In my capacity as high representative I also decided to send observation
missions to controversial countries, including Venezuela. Despite opposition
from some, our presence there during the 2021 local elections was greatly
appreciated by the opposition. Our findings sparked national and international
discussions over electoral conditions, democratic standards and necessary
changes. And when the time comes for new elections once more — as it surely must
— the presence of impartial international observers will be critical to
restoring the confidence of Venezuelans in the electoral process.
At the same time, election observation is being actively threatened by powers
like Russia, which promote narratives opposed to electoral observations carried
out by the organizations that endorse the Declaration of Principles on
International Election Observation (DoP) — a landmark document that set the
global standard for impartial monitoring.

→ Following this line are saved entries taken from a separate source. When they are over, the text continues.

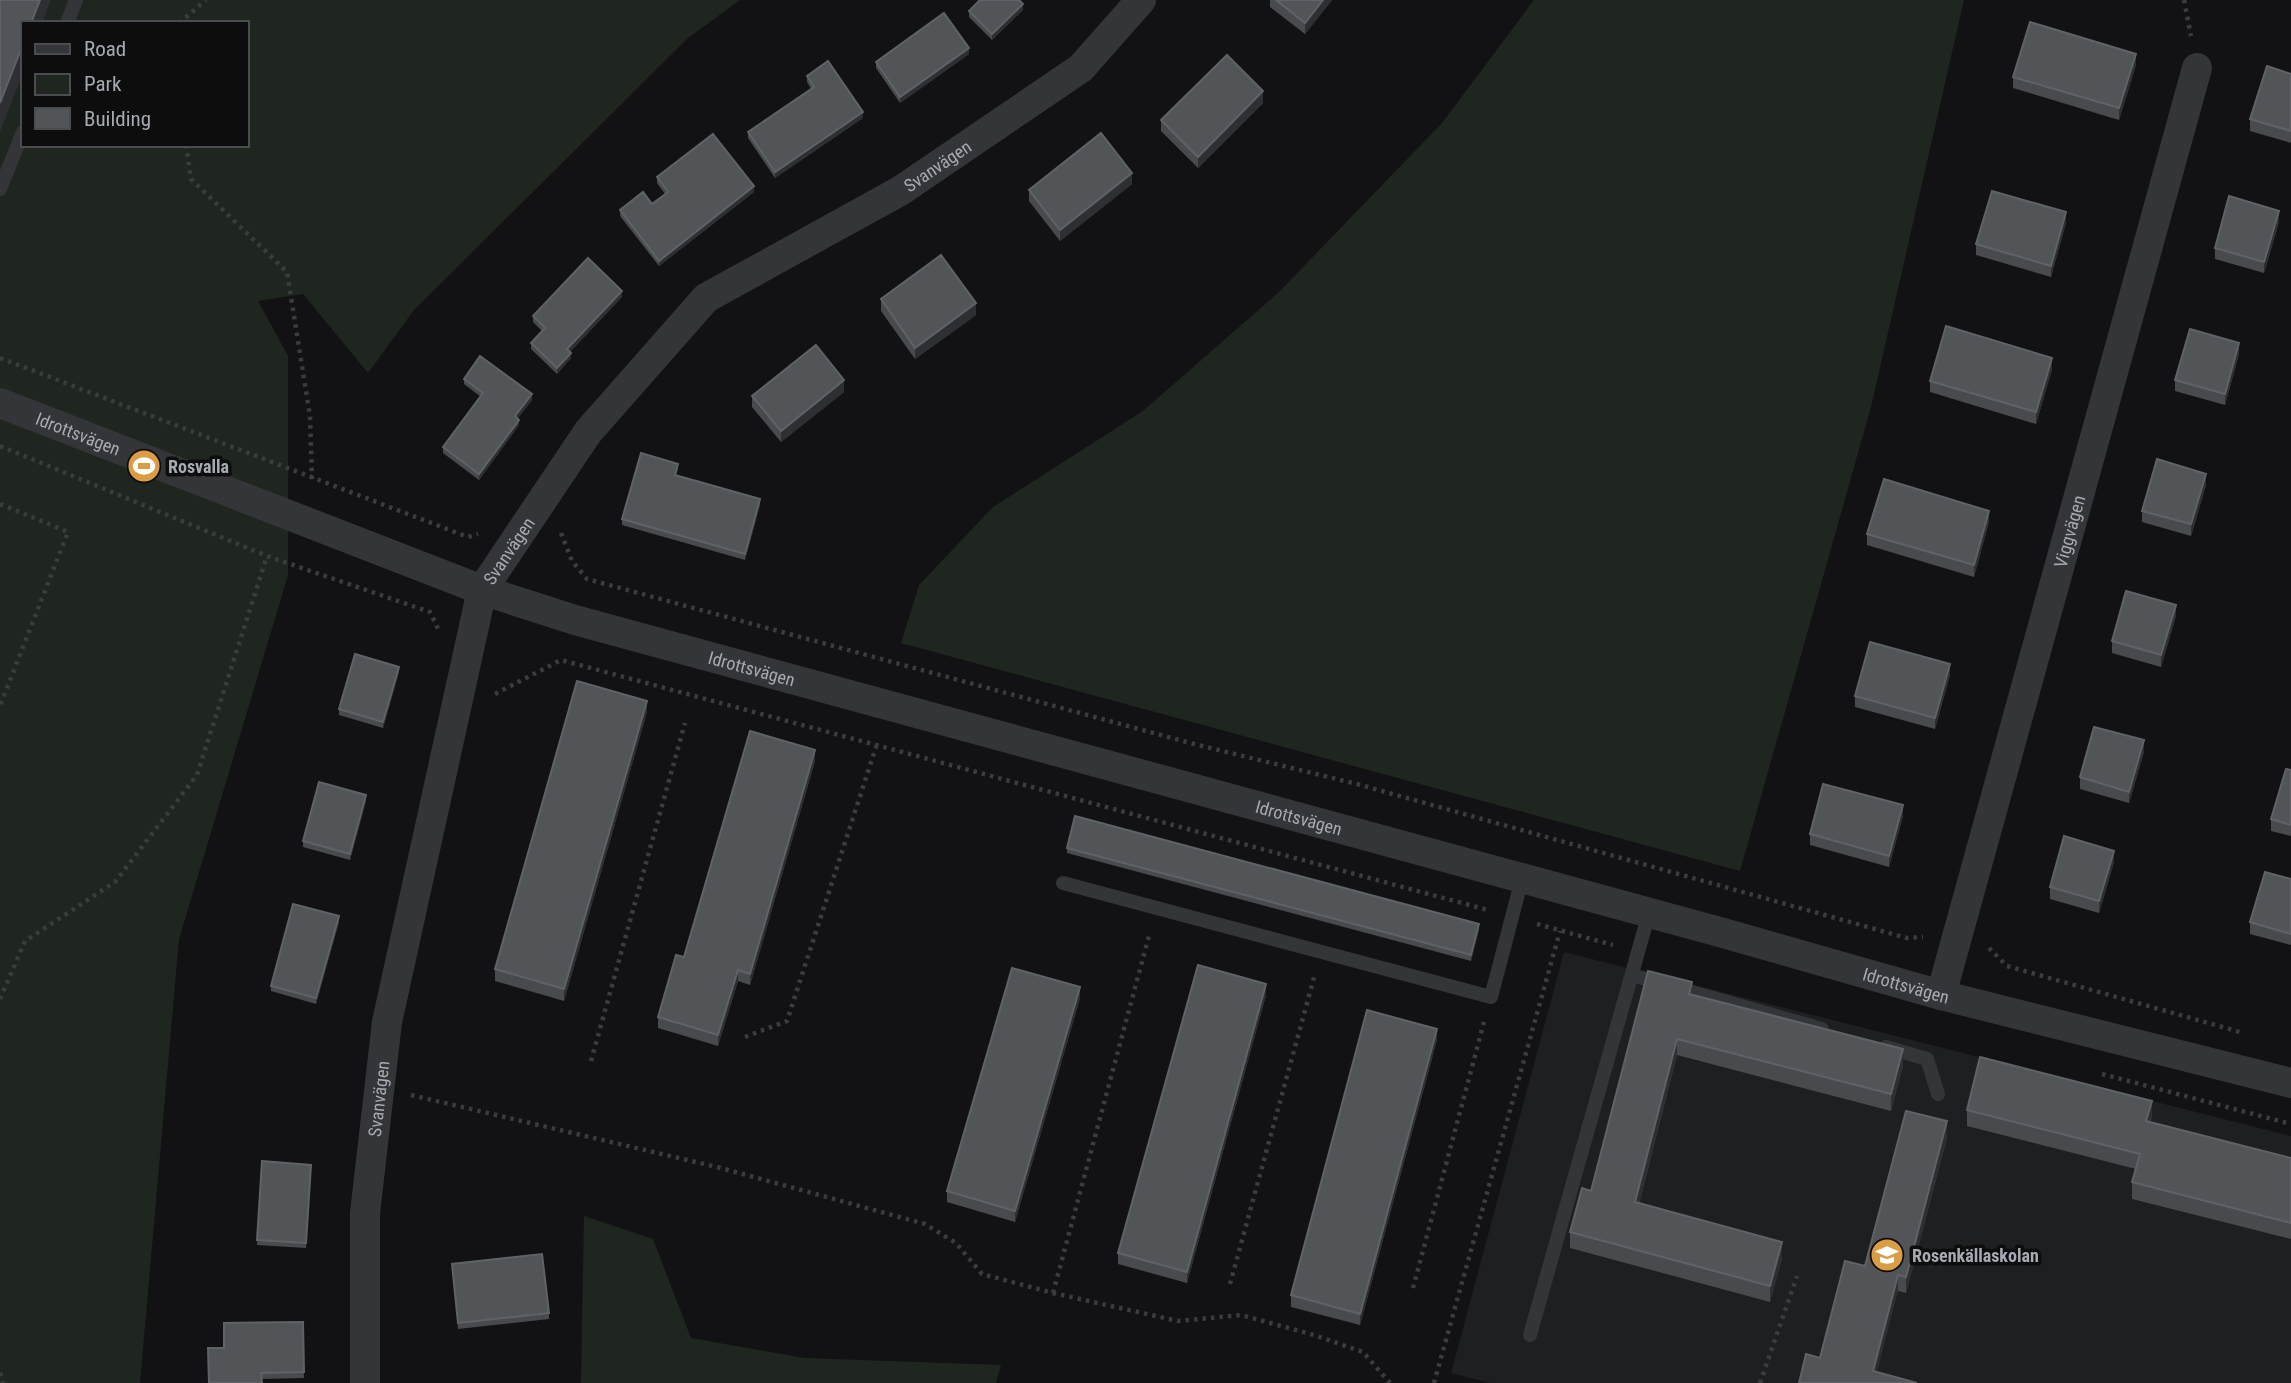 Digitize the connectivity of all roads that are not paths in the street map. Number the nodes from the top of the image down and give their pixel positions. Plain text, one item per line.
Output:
1 (76, 0) edge
2 (1142, 0) edge
3 (68, 21) edge
4 (2197, 68) dead end
5 (21, 137) edge
6 (0, 188) edge
7 (0, 403) edge
8 (482, 590) junction
9 (1522, 879) junction
10 (1063, 883) dead end
11 (1649, 913) junction
12 (1632, 975) junction
13 (1941, 995) junction
14 (1833, 1032) edge
15 (1873, 1044) edge
16 (2291, 1083) edge
17 (1938, 1094) dead end
18 (1530, 1335) dead end
19 (365, 1383) edge

1 - 3 lane
2 - 8 street, Svanvägen
4 - 13 street, Viggvägen
5 - 6 lane
7 - 8 street, Idrottsvägen
8 - 9 street, Idrottsvägen
8 - 19 street, Svanvägen
9 - 10 lane
9 - 11 street, Idrottsvägen
11 - 12 lane
11 - 13 street, Idrottsvägen
12 - 14 lane
12 - 18 lane
13 - 16 street, Idrottsvägen
15 - 17 lane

A few years ago, for instance, a Russian parliamentary commission sharply
criticized our observation efforts, pushing for the creation of alternative
monitoring bodies that, quite evidently, fuel disinformation and legitimize
authoritarian regimes — something that has also happened in Azerbaijan and
Belarus.
When a credible international observation mission publishes a measured and
facts-based assessment, it becomes a reference point for citizens and
institutions alike. It provides an anchor for dialogue, a benchmark against
which all actors can measure their conduct. Above all, it signals to citizens
that the international community is watching — not to interfere but to support
their right to a meaningful choice.
Of course, observation must evolve as well. We now monitor not only ballot boxes
but also algorithms, online narratives and the influence of artificial
intelligence. We are strengthening post-electoral follow-up and developing new
tools to verify data and detect manipulation, exploring the ways in which AI can
be a force for good.
In line with this, last month I lent my support to the DoP’s endorsers —
including the EU, the United Nations, the African Union, the Organization of
American States and dozens of international organizations and NGOs — as they met
at the U.N. in Geneva to mark the declaration’s 20th anniversary, and to
reaffirm their commitment to strengthen election observation in the face of new
threats and critical funding challenges. Just days later we learned of the
detention of Dr. Sarah Bireete, a leading non-partisan citizen observer, ahead
of the Jan. 15 elections in Uganda.
These recent events are a wake-up call to renew this purpose. Election
observation is only worthwhile if we’re willing to defend the principle of
democracy itself. As someone born into a dictatorship, I know all too well that
democratic freedoms cannot be taken for granted.
In a world of contested truths and ever-greater power plays, democracy needs
both witnesses and champions. The EU, I hope, will continue to be among them.